PLP News: Tshepiso Mabula awarded the 2021 Women Photograph and Getty Images Scholarship

South African photographer Tshepiso Mabula has been awarded the 2021 Women Photograph + Getty Images Scholarship. Somaya Abdelrahman, from Egypt, and Nonzuzo Gxekwa, from South Africa, were also shortlisted for the award.
“Tshepiso’s body of work was a moving and visceral experience for all of the judges. Her visual representation of memory, trauma, and belonging paired eloquently with her words and communicated the poise and emotional vulnerability she with which she approaches her craft. Please join us in congratulating Tshepiso as she starts her Master of Arts at the University of the Witwatersrand in Johannesburg!”
— Vi Nguyen
Tshepiso Mabula
South Africa | www.behance.net/TshepisokaMabula | @hardcore_mabhalane | she/her
Ukugrumba, which means to “dig up” in isiXhosa, is a body of work motivated by my family’s trauma as a result of activism in South Africa’s struggle against apartheid, liberation and reconciliation effects within present day South Africa. It seeks to exhume experiences of the foot soldiers that sacrificed their youth by fleeing away into exile to join in the trenches for armed struggle for national liberation; including those who stayed in the country to continue the fight against the brutal apartheid regime. More often than not, those who are hailed as heroes of the struggle are well known political figures. Ukugrumba is a visual representation and narrative of the forgotten people who were affected both mentally and physically by the effects of the armed struggle against apartheid.

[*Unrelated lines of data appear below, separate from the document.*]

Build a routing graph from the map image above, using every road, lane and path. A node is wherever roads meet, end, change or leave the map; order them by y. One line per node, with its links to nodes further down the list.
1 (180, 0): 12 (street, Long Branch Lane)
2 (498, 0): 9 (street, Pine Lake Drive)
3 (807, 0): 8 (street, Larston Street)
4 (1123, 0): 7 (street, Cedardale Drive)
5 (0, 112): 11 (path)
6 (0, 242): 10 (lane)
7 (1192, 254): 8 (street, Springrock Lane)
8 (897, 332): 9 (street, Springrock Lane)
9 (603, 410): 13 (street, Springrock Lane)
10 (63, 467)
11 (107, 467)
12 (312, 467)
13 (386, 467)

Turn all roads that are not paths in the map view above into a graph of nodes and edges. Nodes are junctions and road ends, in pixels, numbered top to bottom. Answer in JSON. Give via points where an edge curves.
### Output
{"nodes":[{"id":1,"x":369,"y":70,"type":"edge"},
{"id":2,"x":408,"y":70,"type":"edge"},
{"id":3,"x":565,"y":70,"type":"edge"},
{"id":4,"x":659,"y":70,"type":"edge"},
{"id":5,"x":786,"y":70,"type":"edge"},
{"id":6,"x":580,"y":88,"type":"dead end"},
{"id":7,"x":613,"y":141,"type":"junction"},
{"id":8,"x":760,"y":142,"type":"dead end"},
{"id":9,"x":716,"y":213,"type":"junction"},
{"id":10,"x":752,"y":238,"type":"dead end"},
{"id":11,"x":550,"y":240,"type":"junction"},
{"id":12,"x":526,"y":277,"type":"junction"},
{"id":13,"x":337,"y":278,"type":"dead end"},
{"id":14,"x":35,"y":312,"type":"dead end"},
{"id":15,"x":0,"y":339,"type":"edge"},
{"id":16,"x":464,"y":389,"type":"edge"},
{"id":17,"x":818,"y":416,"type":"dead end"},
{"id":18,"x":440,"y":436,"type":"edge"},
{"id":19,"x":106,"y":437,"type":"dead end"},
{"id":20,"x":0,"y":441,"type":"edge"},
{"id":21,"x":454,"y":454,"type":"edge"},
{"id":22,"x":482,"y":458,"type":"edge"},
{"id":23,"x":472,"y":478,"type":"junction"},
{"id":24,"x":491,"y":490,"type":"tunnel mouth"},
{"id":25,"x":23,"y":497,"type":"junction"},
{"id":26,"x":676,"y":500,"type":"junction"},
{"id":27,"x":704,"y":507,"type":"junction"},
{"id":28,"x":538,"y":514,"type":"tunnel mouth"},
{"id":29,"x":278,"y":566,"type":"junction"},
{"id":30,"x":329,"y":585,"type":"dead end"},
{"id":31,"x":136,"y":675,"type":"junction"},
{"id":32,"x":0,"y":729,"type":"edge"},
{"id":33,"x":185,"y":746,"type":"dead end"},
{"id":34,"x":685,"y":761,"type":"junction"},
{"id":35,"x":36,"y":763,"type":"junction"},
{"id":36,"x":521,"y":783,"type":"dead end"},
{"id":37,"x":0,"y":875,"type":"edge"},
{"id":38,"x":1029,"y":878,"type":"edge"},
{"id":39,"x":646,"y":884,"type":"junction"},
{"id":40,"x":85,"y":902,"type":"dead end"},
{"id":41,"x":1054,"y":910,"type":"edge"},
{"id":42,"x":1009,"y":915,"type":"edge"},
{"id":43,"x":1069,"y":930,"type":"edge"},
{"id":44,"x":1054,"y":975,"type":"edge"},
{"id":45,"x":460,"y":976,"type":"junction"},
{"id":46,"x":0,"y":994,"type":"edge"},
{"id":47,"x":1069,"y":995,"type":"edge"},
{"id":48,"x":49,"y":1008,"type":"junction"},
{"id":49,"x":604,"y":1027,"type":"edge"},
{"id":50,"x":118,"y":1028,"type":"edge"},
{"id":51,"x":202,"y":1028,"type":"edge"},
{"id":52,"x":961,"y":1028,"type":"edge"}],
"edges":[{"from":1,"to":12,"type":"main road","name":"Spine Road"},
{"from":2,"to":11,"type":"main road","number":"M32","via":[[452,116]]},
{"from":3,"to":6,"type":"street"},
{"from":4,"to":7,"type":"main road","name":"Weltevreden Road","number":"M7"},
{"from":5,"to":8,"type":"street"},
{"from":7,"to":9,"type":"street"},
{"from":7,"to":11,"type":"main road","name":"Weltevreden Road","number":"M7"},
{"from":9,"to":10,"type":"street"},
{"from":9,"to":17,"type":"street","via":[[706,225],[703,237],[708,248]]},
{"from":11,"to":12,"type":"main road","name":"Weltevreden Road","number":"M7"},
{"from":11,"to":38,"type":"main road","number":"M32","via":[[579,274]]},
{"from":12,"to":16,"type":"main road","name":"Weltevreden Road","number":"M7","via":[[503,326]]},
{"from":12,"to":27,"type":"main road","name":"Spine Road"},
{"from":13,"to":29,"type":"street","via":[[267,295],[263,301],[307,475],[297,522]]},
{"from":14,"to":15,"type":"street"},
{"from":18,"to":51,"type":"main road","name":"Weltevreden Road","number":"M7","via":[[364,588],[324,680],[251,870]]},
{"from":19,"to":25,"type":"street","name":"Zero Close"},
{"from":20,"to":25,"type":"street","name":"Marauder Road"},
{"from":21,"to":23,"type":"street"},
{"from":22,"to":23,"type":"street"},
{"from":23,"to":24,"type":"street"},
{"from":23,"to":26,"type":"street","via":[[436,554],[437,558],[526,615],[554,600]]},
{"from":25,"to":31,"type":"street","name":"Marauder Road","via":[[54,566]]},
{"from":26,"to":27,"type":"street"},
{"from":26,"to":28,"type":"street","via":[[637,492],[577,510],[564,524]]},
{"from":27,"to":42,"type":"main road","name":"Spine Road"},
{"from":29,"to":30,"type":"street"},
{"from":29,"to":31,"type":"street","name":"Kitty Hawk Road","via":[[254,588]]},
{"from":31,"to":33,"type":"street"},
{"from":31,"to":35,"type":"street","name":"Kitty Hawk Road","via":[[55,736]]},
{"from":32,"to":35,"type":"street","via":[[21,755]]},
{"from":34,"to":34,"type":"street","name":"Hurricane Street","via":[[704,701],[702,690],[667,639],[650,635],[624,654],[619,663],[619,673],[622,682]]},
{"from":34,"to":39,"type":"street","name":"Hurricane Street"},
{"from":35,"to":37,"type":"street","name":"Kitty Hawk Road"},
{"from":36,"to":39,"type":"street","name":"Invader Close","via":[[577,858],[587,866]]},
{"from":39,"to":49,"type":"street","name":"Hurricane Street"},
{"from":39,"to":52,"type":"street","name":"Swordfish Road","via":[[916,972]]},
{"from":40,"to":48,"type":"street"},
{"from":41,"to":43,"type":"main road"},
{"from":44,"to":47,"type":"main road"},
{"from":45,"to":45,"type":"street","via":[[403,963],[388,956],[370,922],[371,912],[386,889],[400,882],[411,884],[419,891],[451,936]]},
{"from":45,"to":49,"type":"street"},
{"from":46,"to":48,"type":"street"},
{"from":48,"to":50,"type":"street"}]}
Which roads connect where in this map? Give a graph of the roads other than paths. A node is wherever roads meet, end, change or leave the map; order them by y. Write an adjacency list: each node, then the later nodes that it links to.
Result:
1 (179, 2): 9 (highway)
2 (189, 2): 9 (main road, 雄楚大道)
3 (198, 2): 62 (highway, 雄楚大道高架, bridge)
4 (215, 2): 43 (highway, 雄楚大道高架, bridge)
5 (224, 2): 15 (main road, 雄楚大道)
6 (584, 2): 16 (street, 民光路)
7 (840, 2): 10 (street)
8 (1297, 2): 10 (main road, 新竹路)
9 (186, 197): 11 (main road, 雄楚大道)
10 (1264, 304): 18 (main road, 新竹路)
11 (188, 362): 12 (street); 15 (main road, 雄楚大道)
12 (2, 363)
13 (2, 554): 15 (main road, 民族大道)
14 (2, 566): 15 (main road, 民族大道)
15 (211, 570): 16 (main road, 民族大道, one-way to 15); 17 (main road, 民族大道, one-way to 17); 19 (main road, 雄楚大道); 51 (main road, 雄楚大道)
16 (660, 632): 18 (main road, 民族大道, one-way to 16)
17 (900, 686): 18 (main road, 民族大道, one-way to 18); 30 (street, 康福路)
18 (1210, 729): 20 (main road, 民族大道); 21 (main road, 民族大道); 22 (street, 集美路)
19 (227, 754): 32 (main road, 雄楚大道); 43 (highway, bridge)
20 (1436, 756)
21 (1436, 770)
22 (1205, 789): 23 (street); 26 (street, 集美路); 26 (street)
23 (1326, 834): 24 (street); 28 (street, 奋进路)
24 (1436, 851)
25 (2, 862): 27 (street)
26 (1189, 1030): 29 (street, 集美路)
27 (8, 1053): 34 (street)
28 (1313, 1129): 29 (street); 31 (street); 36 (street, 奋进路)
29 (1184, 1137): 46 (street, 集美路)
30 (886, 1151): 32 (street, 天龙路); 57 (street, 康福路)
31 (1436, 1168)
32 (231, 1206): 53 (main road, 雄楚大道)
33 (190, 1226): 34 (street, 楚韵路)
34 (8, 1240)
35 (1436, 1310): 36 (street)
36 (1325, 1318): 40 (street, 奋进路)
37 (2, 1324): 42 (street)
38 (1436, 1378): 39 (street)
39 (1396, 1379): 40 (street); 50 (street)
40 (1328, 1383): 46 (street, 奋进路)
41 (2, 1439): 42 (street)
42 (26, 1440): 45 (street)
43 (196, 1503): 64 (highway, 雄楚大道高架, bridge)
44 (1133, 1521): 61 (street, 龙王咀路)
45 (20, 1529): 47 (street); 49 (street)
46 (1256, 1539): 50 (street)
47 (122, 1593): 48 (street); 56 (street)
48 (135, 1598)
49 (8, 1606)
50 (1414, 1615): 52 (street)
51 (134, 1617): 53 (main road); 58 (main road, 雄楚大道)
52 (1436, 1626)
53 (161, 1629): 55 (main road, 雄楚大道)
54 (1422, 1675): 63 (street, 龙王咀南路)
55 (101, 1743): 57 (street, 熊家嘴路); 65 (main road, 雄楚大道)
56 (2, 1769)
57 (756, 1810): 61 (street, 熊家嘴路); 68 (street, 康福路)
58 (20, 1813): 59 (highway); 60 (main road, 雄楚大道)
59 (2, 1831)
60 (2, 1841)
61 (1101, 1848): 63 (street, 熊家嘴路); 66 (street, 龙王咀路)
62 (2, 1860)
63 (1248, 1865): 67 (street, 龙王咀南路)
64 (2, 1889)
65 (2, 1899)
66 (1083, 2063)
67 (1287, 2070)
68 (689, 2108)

Ukugrumba, also, examines haunted places that bear memories of a violent past. The work interrogates conversations of the struggle and details testimonies of untold stories of former liberation soldiers and their families. The work revisits the past to shed light on the reality of the trauma that apartheid caused. This trauma continues to plague both the old and new generations of South Africans. The individual stories in Ukugrumba are part of greater narrative of South Africa’s past in relation to the new South Africa of reconciliation.